The Democrats have lost both post 9/11 elections in no small part because voters don’t trust them on the issue of terrorism. To turn this around, the Dems and the MSM are on a crusade to tar Republicans for blocking the implementation of the 9/11 Commission’s recommendation to revamp the nation’s 15 intelligence agencies and create a national intelligence director. Although President Bush supports this recommendation, he too is tarred for not forcing his party to go along and for having a Pentagon that is said to be working behind the scenes to subvert needed reform. Last night, CNN’s Aaron Brown concluded his interview with 9/11 Commission head Thomas Kean (a liberal Republican) by essentially proclaiming it a disgrace that the Republicans are standing in the way of doing what’s necessary to prevent another terrorist attack on American soil. He thus echoed Democratic Congresswoman Jane Harmon’s statement that “If there is another major terrorist attack on our soil–and sadly, there will likely be one–we will have only ourselves to blame.
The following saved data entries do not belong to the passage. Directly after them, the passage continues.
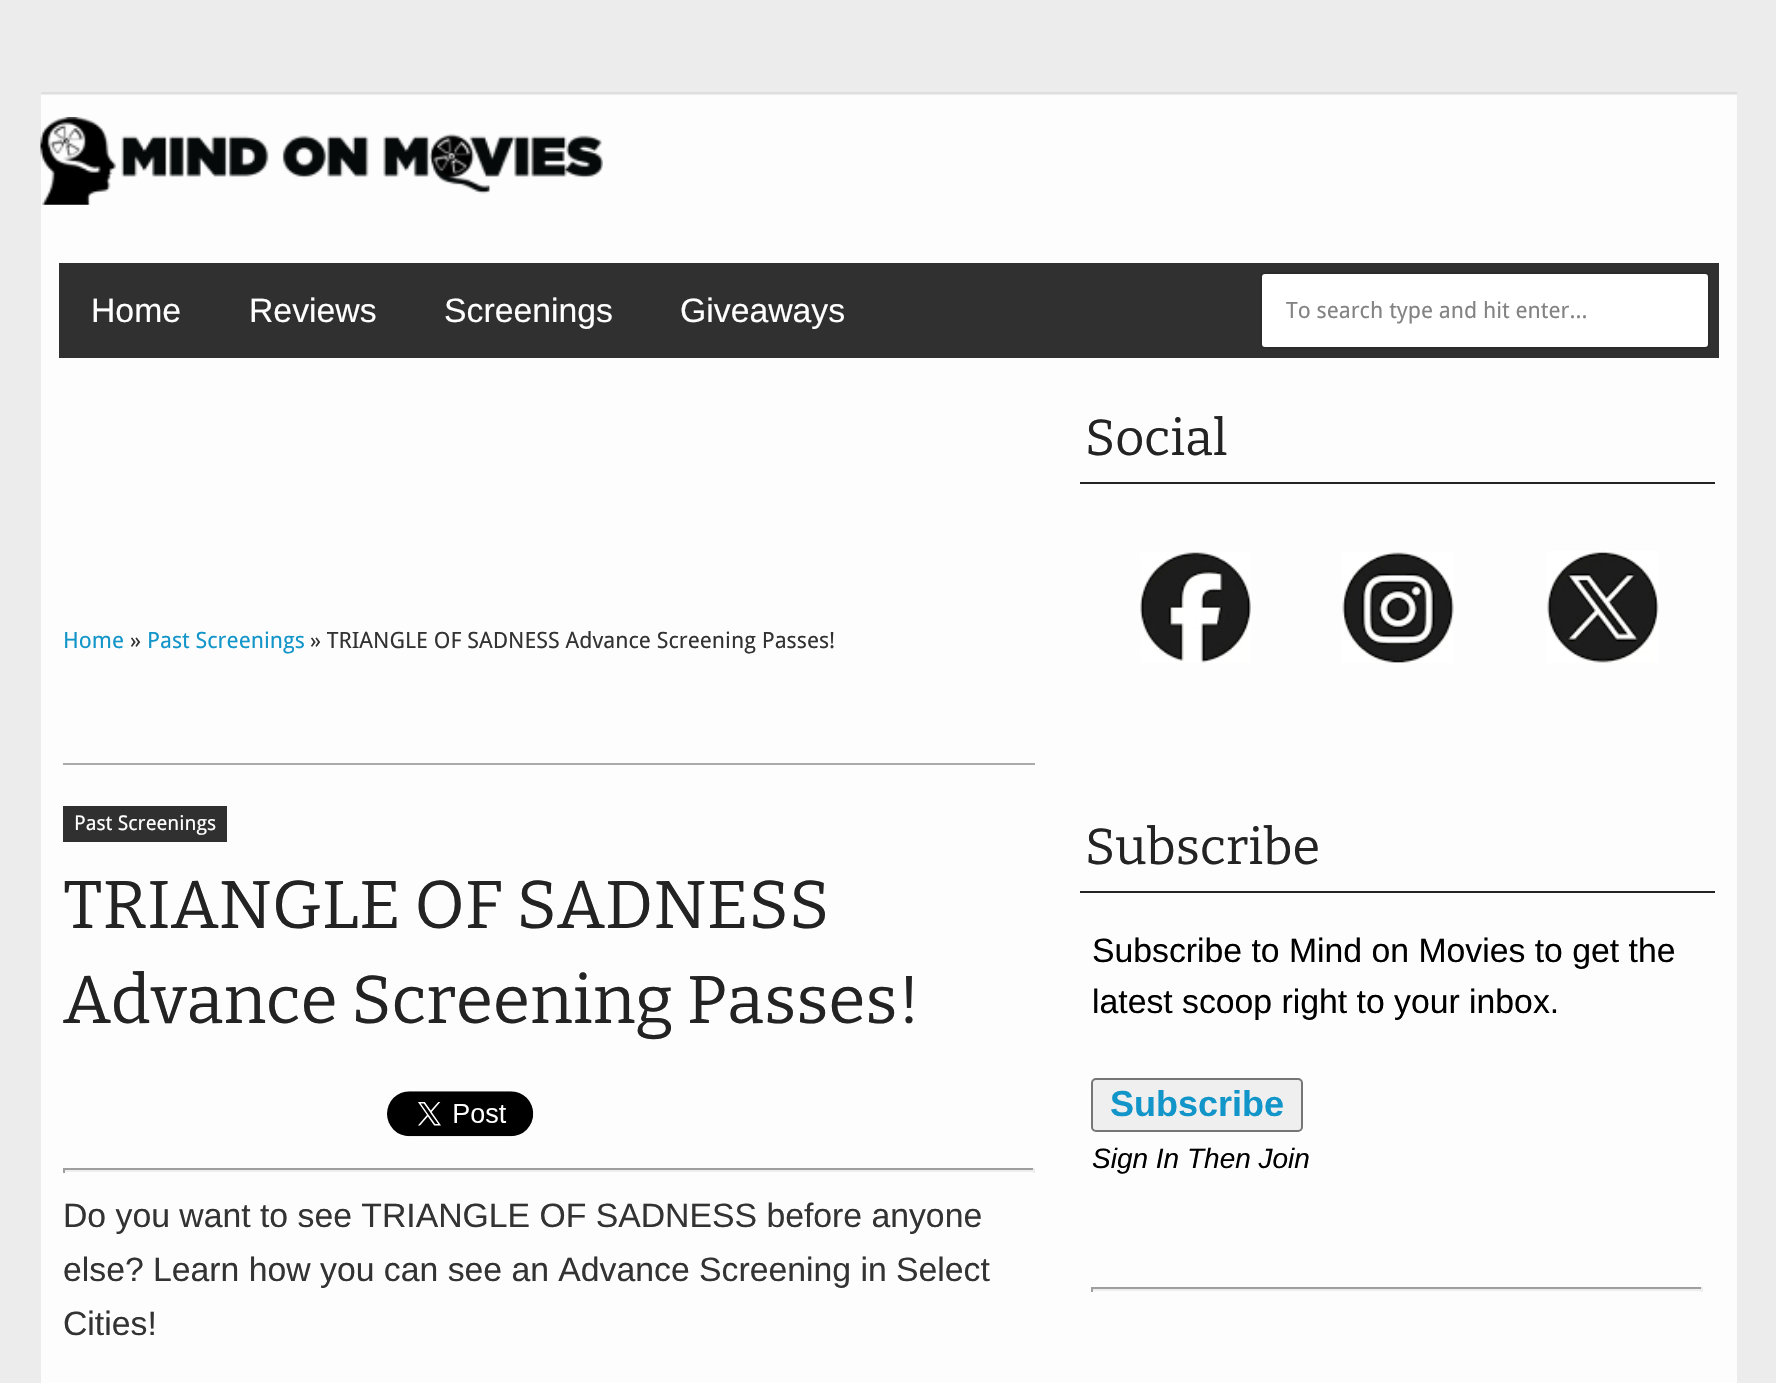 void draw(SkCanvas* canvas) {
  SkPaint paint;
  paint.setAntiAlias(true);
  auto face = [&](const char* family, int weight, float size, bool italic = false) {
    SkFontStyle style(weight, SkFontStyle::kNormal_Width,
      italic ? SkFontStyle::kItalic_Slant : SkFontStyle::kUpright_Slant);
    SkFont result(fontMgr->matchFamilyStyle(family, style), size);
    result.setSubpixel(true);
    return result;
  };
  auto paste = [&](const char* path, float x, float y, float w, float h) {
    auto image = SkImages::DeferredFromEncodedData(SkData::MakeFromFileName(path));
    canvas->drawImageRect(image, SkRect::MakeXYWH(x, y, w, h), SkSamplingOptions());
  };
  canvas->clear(0xffececec);
  paint.setColor(0xfffdfdfd);
  canvas->drawRect(SkRect::MakeXYWH(41, 95, 1696, 1288), paint);
  paint.setColor(0xffdfdfdf);
  canvas->drawRect(SkRect::MakeXYWH(41, 92, 1696, 2), paint);
  paste("img/1.png", 40, 117, 563, 88);
  paint.setColor(0xff303030);
  canvas->drawRect(SkRect::MakeXYWH(59, 263, 1660, 95), paint);
  paint.setColor(0xffffffff);
  canvas->drawRoundRect(SkRect::MakeXYWH(1261, 273, 448, 75), 4, 4, paint);
  paint.setStroke(true);
  paint.setStrokeWidth(2);
  paint.setColor(0xff2b2b2b);
  canvas->drawRoundRect(SkRect::MakeXYWH(1261, 273, 448, 75), 4, 4, paint);
  paint.setStroke(false);
  paint.setColor(0xffaaaaaa);
  canvas->drawRect(SkRect::MakeXYWH(63, 763, 972, 2), paint);
  paint.setColor(0xff303030);
  canvas->drawRect(SkRect::MakeXYWH(63, 806, 164, 36), paint);
  paste("img/2.png", 387, 1091, 147, 46);
  {
    const struct { float x, y, w, h; SkColor color; } items[] = {
      {63, 1168, 972, 2, 0xff9f9f9f},
      {1033, 1168, 2, 5, 0xffeeeeee},
      {63, 1170, 972, 2, 0xffeeeeee},
      {63, 1168, 2, 5, 0xff9f9f9f},
      {1080, 482, 635, 2, 0xff242323},
    };
    for (auto [x, y, w, h, color] : items) {
      paint.setColor(color);
      canvas->drawRect(SkRect::MakeXYWH(x, y, w, h), paint);
    }
  }
  paste("img/3.png", 1140, 552, 111, 111);
  paste("img/4.png", 1342, 552, 112, 111);
  paste("img/5.png", 1547, 551, 112, 112);
  canvas->drawRect(SkRect::MakeXYWH(1080, 891, 635, 2), paint);
  paint.setColor(0xffefefef);
  canvas->drawRoundRect(SkRect::MakeXYWH(1092, 1079, 210, 52), 4, 4, paint);
  paint.setStroke(true);
  paint.setColor(0xff767676);
  canvas->drawRoundRect(SkRect::MakeXYWH(1092, 1079, 210, 52), 4, 4, paint);
  paint.setStroke(false);
  {
    const struct { float x, y, w, h; SkColor color; } items[] = {
      {1091, 1287, 612, 2, 0xff9f9f9f},
      {1701, 1287, 2, 5, 0xffeeeeee},
      {1091, 1289, 612, 2, 0xffeeeeee},
      {1091, 1287, 2, 5, 0xff9f9f9f},
    };
    for (auto [x, y, w, h, color] : items) {
      paint.setColor(color);
      canvas->drawRect(SkRect::MakeXYWH(x, y, w, h), paint);
    }
  }
  auto f0 = face("Liberation Sans", 400, 33.75f);
  paint.setColor(0xffffffff);
  {
    const struct { const char* s; float x, y; } items[] = {
      {"Home", 91, 322},
      {"Reviews", 249, 322},
      {"Screenings", 444, 322},
      {"Giveaways", 680, 322},
    };
    for (auto [s, x, y] : items) {
      canvas->drawString(s, x, y, f0, paint);
    }
  }
  auto f1 = face("Droid Sans", 400, 22.5f);
  paint.setColor(0xff838383);
  canvas->drawString("To search type and hit enter...", 1286, 318, f1, paint);
  paint.setColor(0xff1295c9);
  canvas->drawString("Home", 63, 648, f1, paint);
  paint.setColor(0xff333333);
  canvas->drawString("»", 130, 648, f1, paint);
  paint.setColor(0xff1295c9);
  canvas->drawString("Past Screenings", 147, 648, f1, paint);
  paint.setColor(0xff333333);
  canvas->drawString("» TRIANGLE OF SADNESS Advance Screening Passes!", 310, 648, f1, paint);
  auto f2 = face("Droid Sans", 400, 20.25f);
  paint.setColor(0xffffffff);
  canvas->drawString("Past Screenings", 74, 830, f2, paint);
  auto f3 = face("Bitter", 100, 67.5f);
  paint.setColor(0xff242323);
  canvas->drawString("TRIANGLE OF SADNESS", 63, 928, f3, paint);
  canvas->drawString("Advance Screening Passes!", 63, 1023, f3, paint);
  paint.setColor(0xff333333);
  {
    const struct { const char* s; float x, y; } items[] = {
      {"Do you want to see TRIANGLE OF SADNESS before anyone", 63, 1227},
      {"else? Learn how you can see an Advance Screening in Select", 63, 1281},
      {"Cities!", 63, 1335},
    };
    for (auto [s, x, y] : items) {
      canvas->drawString(s, x, y, f0, paint);
    }
  }
  auto f4 = face("Bitter", 100, 50.5f);
  paint.setColor(0xff242323);
  canvas->drawString("Social", 1085, 455, f4, paint);
  canvas->drawString("Subscribe", 1085, 864, f4, paint);
  paint.setColor(0xff000000);
  canvas->drawString("Subscribe to Mind on Movies to get the", 1092, 962, f0, paint);
  canvas->drawString("latest scoop right to your inbox.", 1092, 1013, f0, paint);
  auto f5 = face("Liberation Sans", 700, 36);
  paint.setColor(0xff1295c9);
  canvas->drawString("Subscribe", 1110, 1116, f5, paint);
  auto f6 = face("Liberation Sans", 400, 28, true);
  paint.setColor(0xff000000);
  canvas->drawString("Sign In Then Join", 1092, 1168, f6, paint);
} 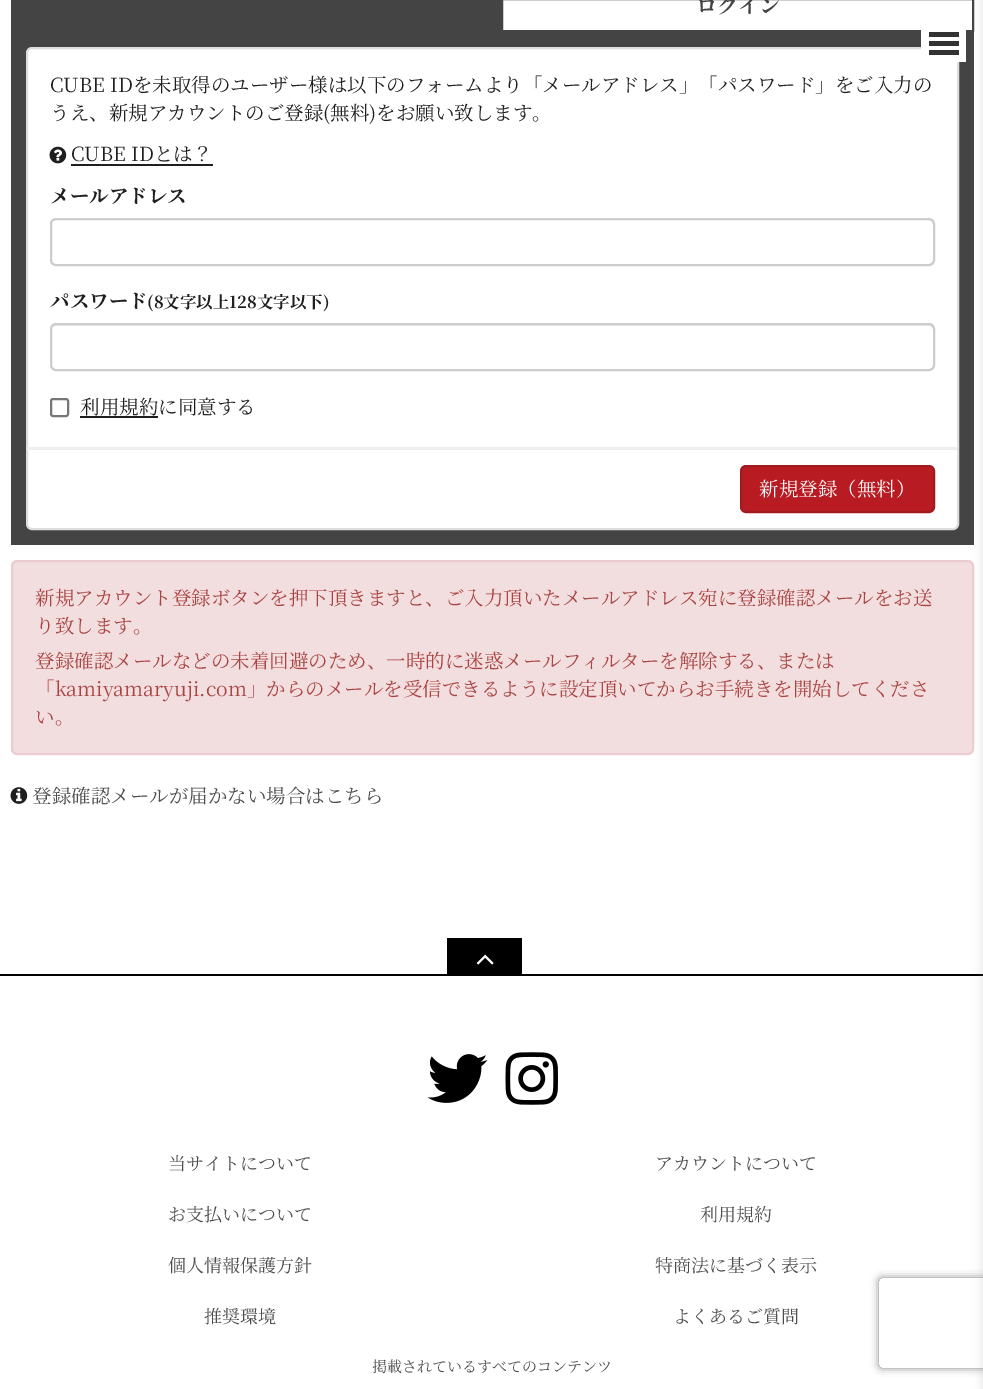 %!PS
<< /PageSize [983 1389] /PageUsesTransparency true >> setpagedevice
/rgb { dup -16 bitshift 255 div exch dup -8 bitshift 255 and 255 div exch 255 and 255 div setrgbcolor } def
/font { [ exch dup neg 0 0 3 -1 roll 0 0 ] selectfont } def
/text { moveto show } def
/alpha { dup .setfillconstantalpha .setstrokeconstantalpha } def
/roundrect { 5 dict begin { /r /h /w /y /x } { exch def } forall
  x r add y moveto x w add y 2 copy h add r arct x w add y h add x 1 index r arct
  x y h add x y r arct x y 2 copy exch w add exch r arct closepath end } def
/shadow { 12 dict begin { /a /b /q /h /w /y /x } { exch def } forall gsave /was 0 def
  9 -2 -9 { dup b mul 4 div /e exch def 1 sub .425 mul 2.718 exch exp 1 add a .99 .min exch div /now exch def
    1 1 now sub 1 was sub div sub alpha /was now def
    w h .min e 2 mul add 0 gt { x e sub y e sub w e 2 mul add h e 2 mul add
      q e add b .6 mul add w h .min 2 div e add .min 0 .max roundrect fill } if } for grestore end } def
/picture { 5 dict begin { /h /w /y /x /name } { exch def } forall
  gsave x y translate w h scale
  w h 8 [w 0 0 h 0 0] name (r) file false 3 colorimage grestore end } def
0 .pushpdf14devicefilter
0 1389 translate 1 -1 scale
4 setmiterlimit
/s1 { /NotoSerifJP-Bold 21 font 16#444444 rgb } def
/s2 { /NotoSerifJP-Regular 19.5 font 16#1F1F1F rgb } def
/s3 { /NotoSerifJP-Bold 19.5 font 16#1F1F1F rgb } def
/s4 { /NotoSerifJP-Bold 16.5 font 16#1F1F1F rgb } def
/s5 { /NotoSerifJP-Regular 19.5 font 16#FFFFFF rgb } def
/s6 { /NotoSerifJP-Regular 19.5 font 16#A94442 rgb } def
/s7 { /NotoSerifJP-Regular 19.5 font 16#4D4D4D rgb } def
/s8 { /NotoSerifJP-Regular 18 font 16#4D4D4D rgb } def
/s9 { /NotoSerifJP-Regular 15 font 16#4D4D4D rgb } def
16#FFFFFF rgb
0 0 983 1389 rectfill
16#444444 rgb
11 0 490 32 rectfill
2 setlinewidth
502 -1 471 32 rectstroke
s1
(ログイン) 696 13 text
11 32 963 513 rectfill
16#FFFFFF rgb
27 48 931 481 5 roundrect gsave fill grestore
16#DDDDDD rgb
stroke
s2
(CUBE IDを未取得のユーザー様は以下のフォームより「メールアドレス」「パスワード」をご入力の) 50 92 text
(うえ、新規アカウントのご登録\(無料\)をお願い致します。) 50 120 text
(pic1.raw) 49 146 18 18 picture
(CUBE IDとは？) 71 161 text
71 164 142 2 rectfill
s3
(メールアドレス) 50 203 text
16#ECECEC rgb
56 220 moveto 928 220 lineto 931 220 933 223 933 225 curveto 933 224 lineto 933 221 931 219 928 219 curveto 56 219 lineto 53 219 51 221 51 224 curveto 51 225 lineto 51 223 53 220 56 220 curveto closepath fill
16#CCCCCC rgb
51 219 883 46 5 roundrect stroke
s3
(パスワード) 50 308 text
s4
(\(8文字以上128文字以下\)) 147 308 text
16#ECECEC rgb
56 326 moveto 928 326 lineto 931 326 933 328 933 330 curveto 933 329 lineto 933 326 931 324 928 324 curveto 56 324 lineto 53 324 51 326 51 329 curveto 51 330 lineto 51 328 53 326 56 326 curveto closepath fill
16#CCCCCC rgb
51 324 883 46 5 roundrect stroke
16#767676 rgb
51 399 17 17 2 roundrect stroke
s2
(利用規約に同意する) 80 414 text
80 416 78 2 rectfill
16#EEEEEE rgb
27 447 930 3 rectfill
16#B81C22 rgb
741 466 193 46 5 roundrect gsave fill grestore
16#A2191E rgb
stroke
s5
(新規登録（無料）) 759 496 text
gsave
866 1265 moveto 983 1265 lineto 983 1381 lineto 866 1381 lineto closepath 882 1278 moveto 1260 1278 lineto 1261.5 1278 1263 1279.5 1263 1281 curveto 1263 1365 lineto 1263 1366.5 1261.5 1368 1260 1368 curveto 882 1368 lineto 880.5 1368 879 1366.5 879 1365 curveto 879 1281 lineto 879 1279.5 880.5 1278 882 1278 curveto closepath eoclip newpath
16#808080 rgb
879 1278 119 90 3 4 1 shadow
grestore
16#F2DEDE rgb
12 561 961 193 5 roundrect gsave fill grestore
16#EBCCD1 rgb
stroke
s6
(新規アカウント登録ボタンを押下頂きますと、ご入力頂いたメールアドレス宛に登録確認メールをお送) 35 605 text
(り致します。) 35 633 text
(登録確認メールなどの未着回避のため、一時的に迷惑メールフィルターを解除する、または) 35 668 text
(「kamiyamaryuji.com」からのメールを受信できるように設定頂いてからお手続きを開始してくださ) 35 696 text
(い。) 35 724 text
(pic2.raw) 10 787 18 17 picture
s7
(登録確認メールが届かない場合はこちら) 32 803 text
16#000000 rgb
0 974 983 2 rectfill
16#999999 rgb
981 -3 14 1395 0 4 0.2 shadow
16#FFFFFF rgb
921 30 45 32 rectfill
16#333333 rgb
929 41 30 5 rectfill
929 32 30 5 rectfill
929 50 30 5 rectfill
16#000000 rgb
447 938 75 36 rectfill
(pic3.raw) 476 954 18 11 picture
(pic4.raw) 427 1054 61 49 picture
(pic5.raw) 505 1052 53 53 picture
s8
(当サイトについて) 168 1170 text
(アカウントについて) 655 1170 text
(お支払いについて) 168 1221 text
(利用規約) 700 1221 text
(個人情報保護方針) 168 1272 text
(特商法に基づく表示) 655 1272 text
(推奨環境) 204 1323 text
(よくあるご質問) 673 1323 text
s9
(掲載されているすべてのコンテンツ) 372 1372 text
.poppdf14devicefilter showpage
Congress had a chance to protect America, and Congress failed.”
Lost in all of this is any discussion of the merits of the the Commission’s proposal. The fact that a blue-ribbon panel came up with the proposal is supposed to be enough to create a patriotic duty to embrace it. But this requires that we forget the less than stellar performance of the Commission, including the antics of Commission members, and Democratic operatives, Jamie Gorelick and Richard Ben-Viniste, not to mention the Commission’s attempt to tout “findings” of no connection between Saddam Hussein and al Qaeda.
But quite apart from the partisan angle, what reason is there to believe that Tom Kean, Lee Hamilton, and the others have a monopoly on good ideas for combatting terrorism? Why should their opinions automatically trump those of serious elected officials like Rep. Duncan Hunter and Rep. James Sensenbrenner who are leading the oppositon to the Commission’s proposals?
Brendan Miniter of the Opinion Journal, attempts to look behind the rhetoric of the Democrats and their MSM sympathizers, and actually consider whether it makes sense to create a national intelligence director to lord over the CIA and other agencies, as well as to control the budgets for the intelligence agencies inside the Defense Department, and indeed siphon resoures away from Defense. Miniter concludes that this makes sense only if one agrees with John Kerry and his fellow Democrats that we should “treat terrorism more like a law-enforcement matter than a real war in which a large number of soldiers openly do battle with the enemy.” Miniter makes a pretty strong case. So does Sensenbrenner, with his focus on the security loopholes that the 9/11 reform bill fails to address.